Valence estiró sus piernas ante él.

– ¿Cómo han podido hacer que esa mujer saliera en plena noche para, así, cortarle el cuello? -preguntó.

– No la hicieron salir. Los íntimos de Maria Verdi conocen sus manías. A ella le encantaba contarlas. Una o dos veces por semana, Maria bajaba para calmar sus insomnios a la via della Conciliazione, que está muy cerca de su casa, y se instalaba delante de San Pedro, a quien dirigía una oración silenciosa.

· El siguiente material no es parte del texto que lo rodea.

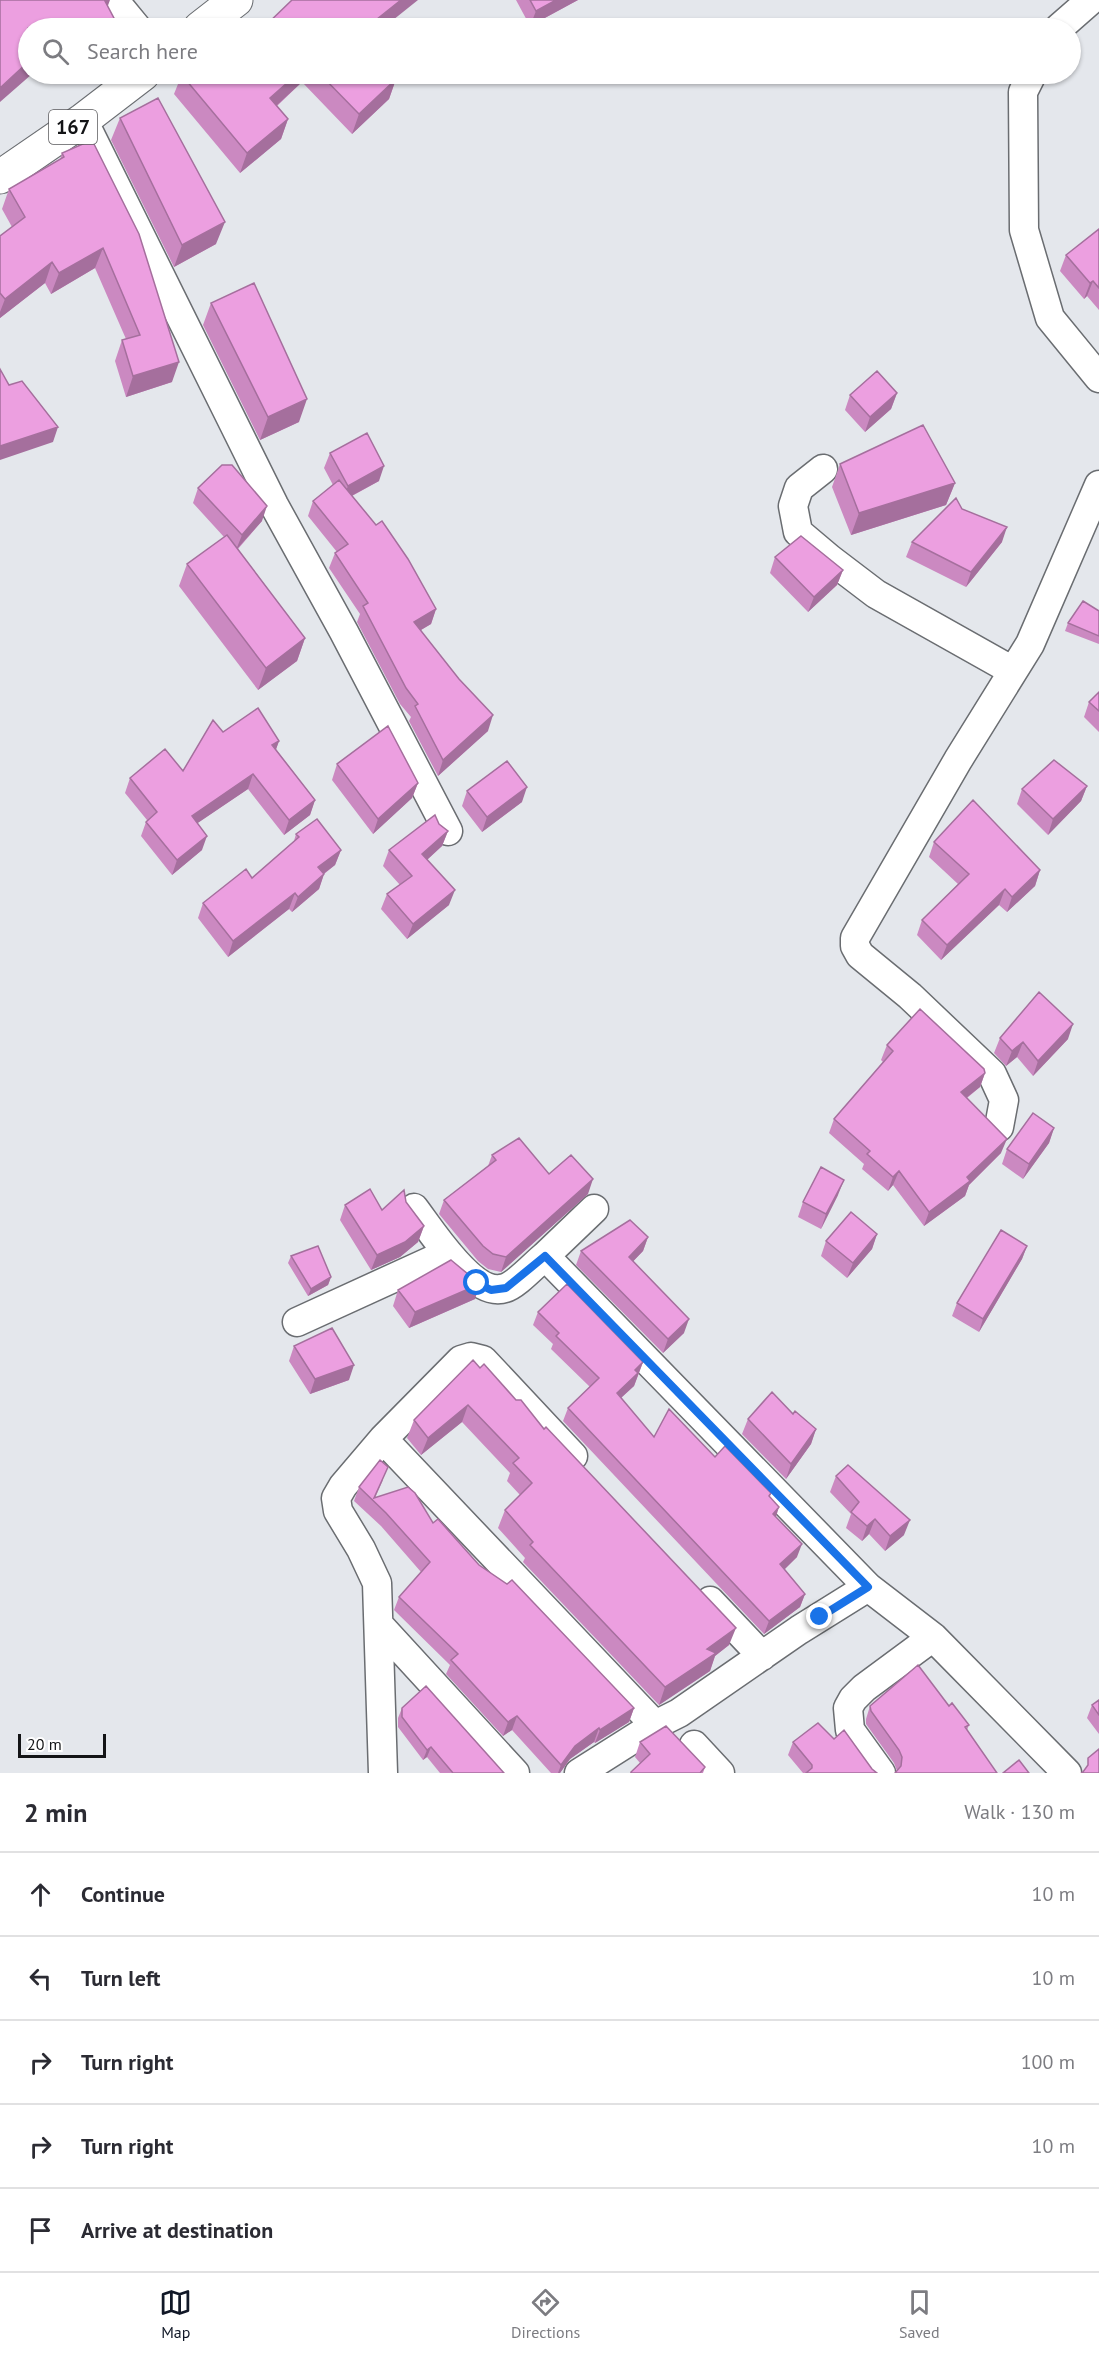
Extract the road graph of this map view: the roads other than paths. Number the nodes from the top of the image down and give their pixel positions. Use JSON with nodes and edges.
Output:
{"nodes":[{"id":1,"x":114,"y":0,"type":"edge"},
{"id":2,"x":236,"y":0,"type":"edge"},
{"id":3,"x":1091,"y":0,"type":"edge"},
{"id":4,"x":129,"y":18,"type":"edge"},
{"id":5,"x":213,"y":18,"type":"edge"},
{"id":6,"x":1070,"y":18,"type":"edge"},
{"id":7,"x":130,"y":84,"type":"edge"},
{"id":8,"x":1027,"y":84,"type":"edge"},
{"id":9,"x":83,"y":120,"type":"junction"},
{"id":10,"x":0,"y":177,"type":"edge"},
{"id":11,"x":1099,"y":378,"type":"edge"},
{"id":12,"x":823,"y":469,"type":"dead end"},
{"id":13,"x":1099,"y":485,"type":"edge"},
{"id":14,"x":1013,"y":670,"type":"junction"},
{"id":15,"x":448,"y":831,"type":"edge"},
{"id":16,"x":999,"y":1127,"type":"edge"},
{"id":17,"x":414,"y":1209,"type":"edge"},
{"id":18,"x":594,"y":1209,"type":"dead end"},
{"id":19,"x":448,"y":1253,"type":"junction"},
{"id":20,"x":545,"y":1256,"type":"junction"},
{"id":21,"x":297,"y":1322,"type":"dead end"},
{"id":22,"x":384,"y":1439,"type":"junction"},
{"id":23,"x":590,"y":1473,"type":"edge"},
{"id":24,"x":696,"y":1587,"type":"edge"},
{"id":25,"x":868,"y":1587,"type":"junction"},
{"id":26,"x":380,"y":1626,"type":"junction"},
{"id":27,"x":933,"y":1637,"type":"junction"},
{"id":28,"x":762,"y":1656,"type":"junction"},
{"id":29,"x":655,"y":1725,"type":"junction"},
{"id":30,"x":694,"y":1745,"type":"dead end"},
{"id":31,"x":383,"y":1773,"type":"edge"},
{"id":32,"x":515,"y":1773,"type":"edge"},
{"id":33,"x":579,"y":1773,"type":"edge"},
{"id":34,"x":720,"y":1773,"type":"edge"},
{"id":35,"x":881,"y":1773,"type":"edge"},
{"id":36,"x":1067,"y":1773,"type":"edge"}],
"edges":[{"from":1,"to":4,"type":"street"},
{"from":2,"to":5,"type":"main road"},
{"from":3,"to":6,"type":"street"},
{"from":7,"to":9,"type":"main road","number":"167"},
{"from":8,"to":11,"type":"street"},
{"from":9,"to":10,"type":"main road","number":"167"},
{"from":9,"to":15,"type":"street"},
{"from":12,"to":14,"type":"street"},
{"from":13,"to":14,"type":"street"},
{"from":14,"to":16,"type":"street"},
{"from":17,"to":19,"type":"street"},
{"from":18,"to":20,"type":"street"},
{"from":19,"to":20,"type":"street"},
{"from":19,"to":21,"type":"street"},
{"from":20,"to":25,"type":"street"},
{"from":22,"to":23,"type":"street"},
{"from":22,"to":26,"type":"street"},
{"from":22,"to":29,"type":"street"},
{"from":24,"to":28,"type":"street"},
{"from":25,"to":27,"type":"street"},
{"from":25,"to":28,"type":"street"},
{"from":26,"to":31,"type":"street"},
{"from":26,"to":32,"type":"street"},
{"from":27,"to":35,"type":"street"},
{"from":27,"to":36,"type":"street"},
{"from":28,"to":29,"type":"street"},
{"from":29,"to":33,"type":"street"},
{"from":30,"to":34,"type":"street"}]}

Era una vieja costumbre, iniciada una noche en la que había creído ver «algo blanco» que iluminaba la cúpula de nuestra gran iglesia.

– Admitámoslo. ¿Quién estaba enterado?

– Todos los que se acercaban con alguna regularidad a la biblioteca y todos los que comentaban la historia entre risas; me imagino que todos los lectores, por ejemplo. Para el asesino era bastante más fácil matarla en la calle que en su casa. Nadie ha presenciado el crimen. El asesino debió de agarrarla por detrás, bloquearle los brazos sobre los riñones y pasar la hoja por la garganta de un solo golpe y sin titubeos. Hace falta una fuerza colosal o una determinación colosal para propinar con éxito un golpe semejante. Después arrastraron el cuerpo y lo escondieron bajo una furgoneta aparcada. Es por eso que no fue descubierto hasta bastante tarde esta mañana.

– ¿Qué opina?

– Es simple. Maria Verdi no tiene nada que ver con los dramas internos de la familia Valhubert. Claro, conocía a Gabriella como todo el mundo en el Vaticano. Pero sus relaciones con los Valhubert no iban más allá. Por eso es muy probable que María Verdi haya muerto a causa de la biblioteca. Era ella la que expedía las fichas de préstamo y velaba sobre las reservas.

– ¿Quiere decir que volvemos al Miguel Ángel?

– Tras un largo rodeo, sí. Hay que creer que Henri Valhubert decía la verdad cuando expuso la razón de su viaje y que el ladrón, sintiéndose perseguido, se deshizo de él lo antes posible. Ahora, todo hace pensar que Maria Verdi, alertada tras el asesinato, había descubierto algo concreto en relación con estos robos y que se traicionó por simpleza. Todo el mundo está de acuerdo en decir que no había inventado la electricidad. Me inclino a pensar que el ladrón debe de haber sido un usuario a quien ella conocía bien, al que apreciaba incluso, y que Maria habría tratado de hablar con él para hacerlo entrar en razón con la confianza cándida que le era característica.

– En ese caso, ¿no podría ayudarnos de nuevo el obispo?

– Le mandé llamar en cuanto se descubrió el cadáver de María Verdi. He tratado de hacerlo hablar pero sigue mostrándose poco claro. Puede que María Verdi le hubiese confiado alguna cosa, puede que no. Por el momento, calla, dice que no ve qué puede decir al respecto. Si sigue haciendo rancho aparte, será el próximo que correrá peligro. Si estoy bien informado, se presentó ayer por la mañana en su hotel pues tenía que hablar urgentemente con usted, ¿verdad?

– Está bien informado, pero no quise recibirlo. Lo volví a ver por la noche pero él ya había decidido en última instancia guardárselo todo para él.

– Debe de tener una excelente razón para callarse y seguro que no es el miedo a ser la próxima víctima. Tal y como percibo a este individuo, no carece de valor físico. Por el contrario es capaz de afectos profundos, tenemos los ejemplos de Gabriella o de los tres chicos que se han puesto bajo su tutela.

– O de Laura Valhubert.

– Claro. Por otro lado es un hombre que, manifiestamente, ha adquirido a través de la práctica del confesionario una concepción muy personal de la justicia y del bien y del mal. Lo que nosotros tildaríamos de complicidad, él lo llamaría secreto de confesión. Imagino que para él las faltas pueden ser tratadas directamente con la esencia divina, sin pasar por el tribunal terrestre. Y lo creo capaz por todas esas razones de callarse para proteger a alguien que le importe. Y me temo que nada podría alterar ese tipo de mutismo.